- [Aim of the task]: Copy each line below without leaving any out.

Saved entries
===
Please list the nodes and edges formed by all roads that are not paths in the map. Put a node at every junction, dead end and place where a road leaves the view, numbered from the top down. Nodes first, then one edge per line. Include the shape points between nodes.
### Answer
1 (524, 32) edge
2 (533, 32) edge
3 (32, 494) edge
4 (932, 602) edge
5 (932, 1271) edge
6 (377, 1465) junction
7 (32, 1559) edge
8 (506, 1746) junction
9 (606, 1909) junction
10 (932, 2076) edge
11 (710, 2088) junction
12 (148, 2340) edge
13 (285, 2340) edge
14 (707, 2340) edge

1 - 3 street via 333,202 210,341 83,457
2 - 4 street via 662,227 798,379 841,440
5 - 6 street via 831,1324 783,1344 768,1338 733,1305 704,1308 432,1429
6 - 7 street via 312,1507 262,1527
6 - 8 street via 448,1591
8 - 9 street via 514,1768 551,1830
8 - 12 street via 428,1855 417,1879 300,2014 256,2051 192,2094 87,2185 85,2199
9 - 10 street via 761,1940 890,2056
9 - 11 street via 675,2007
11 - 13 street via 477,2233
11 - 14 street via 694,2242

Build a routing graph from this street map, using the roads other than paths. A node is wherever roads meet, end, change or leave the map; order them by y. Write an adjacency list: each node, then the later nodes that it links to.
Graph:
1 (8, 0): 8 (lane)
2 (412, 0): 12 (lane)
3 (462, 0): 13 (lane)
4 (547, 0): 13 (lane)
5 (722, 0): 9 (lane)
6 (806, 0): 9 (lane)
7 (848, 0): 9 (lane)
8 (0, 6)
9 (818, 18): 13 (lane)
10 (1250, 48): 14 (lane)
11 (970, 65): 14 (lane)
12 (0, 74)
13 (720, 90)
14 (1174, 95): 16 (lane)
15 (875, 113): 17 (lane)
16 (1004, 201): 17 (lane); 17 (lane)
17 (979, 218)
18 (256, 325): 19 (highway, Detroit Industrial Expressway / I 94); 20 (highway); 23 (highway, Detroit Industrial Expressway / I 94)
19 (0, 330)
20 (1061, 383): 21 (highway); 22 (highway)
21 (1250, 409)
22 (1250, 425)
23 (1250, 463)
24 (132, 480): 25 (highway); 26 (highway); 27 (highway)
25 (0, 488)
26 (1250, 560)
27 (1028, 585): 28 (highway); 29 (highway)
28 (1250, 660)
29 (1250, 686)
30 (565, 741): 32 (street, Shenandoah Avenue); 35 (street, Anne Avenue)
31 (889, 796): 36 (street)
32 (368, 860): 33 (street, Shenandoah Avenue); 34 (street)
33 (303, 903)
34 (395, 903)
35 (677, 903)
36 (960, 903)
===
- [Solved exercise]:
Please list the nodes and edges formed by all roads that are not paths in the map. Put a node at every junction, dead end and place where a road leaves the view, numbered from the top down. Nodes first, then one edge per line. Include the shape points between nodes.
### Answer
1 (524, 32) edge
2 (533, 32) edge
3 (32, 494) edge
4 (932, 602) edge
5 (932, 1271) edge
6 (377, 1465) junction
7 (32, 1559) edge
8 (506, 1746) junction
9 (606, 1909) junction
10 (932, 2076) edge
11 (710, 2088) junction
12 (148, 2340) edge
13 (285, 2340) edge
14 (707, 2340) edge

1 - 3 street via 333,202 210,341 83,457
2 - 4 street via 662,227 798,379 841,440
5 - 6 street via 831,1324 783,1344 768,1338 733,1305 704,1308 432,1429
6 - 7 street via 312,1507 262,1527
6 - 8 street via 448,1591
8 - 9 street via 514,1768 551,1830
8 - 12 street via 428,1855 417,1879 300,2014 256,2051 192,2094 87,2185 85,2199
9 - 10 street via 761,1940 890,2056
9 - 11 street via 675,2007
11 - 13 street via 477,2233
11 - 14 street via 694,2242

Build a routing graph from this street map, using the roads other than paths. A node is wherever roads meet, end, change or leave the map; order them by y. Write an adjacency list: each node, then the later nodes that it links to.
Graph:
1 (8, 0): 8 (lane)
2 (412, 0): 12 (lane)
3 (462, 0): 13 (lane)
4 (547, 0): 13 (lane)
5 (722, 0): 9 (lane)
6 (806, 0): 9 (lane)
7 (848, 0): 9 (lane)
8 (0, 6)
9 (818, 18): 13 (lane)
10 (1250, 48): 14 (lane)
11 (970, 65): 14 (lane)
12 (0, 74)
13 (720, 90)
14 (1174, 95): 16 (lane)
15 (875, 113): 17 (lane)
16 (1004, 201): 17 (lane); 17 (lane)
17 (979, 218)
18 (256, 325): 19 (highway, Detroit Industrial Expressway / I 94); 20 (highway); 23 (highway, Detroit Industrial Expressway / I 94)
19 (0, 330)
20 (1061, 383): 21 (highway); 22 (highway)
21 (1250, 409)
22 (1250, 425)
23 (1250, 463)
24 (132, 480): 25 (highway); 26 (highway); 27 (highway)
25 (0, 488)
26 (1250, 560)
27 (1028, 585): 28 (highway); 29 (highway)
28 (1250, 660)
29 (1250, 686)
30 (565, 741): 32 (street, Shenandoah Avenue); 35 (street, Anne Avenue)
31 (889, 796): 36 (street)
32 (368, 860): 33 (street, Shenandoah Avenue); 34 (street)
33 (303, 903)
34 (395, 903)
35 (677, 903)
36 (960, 903)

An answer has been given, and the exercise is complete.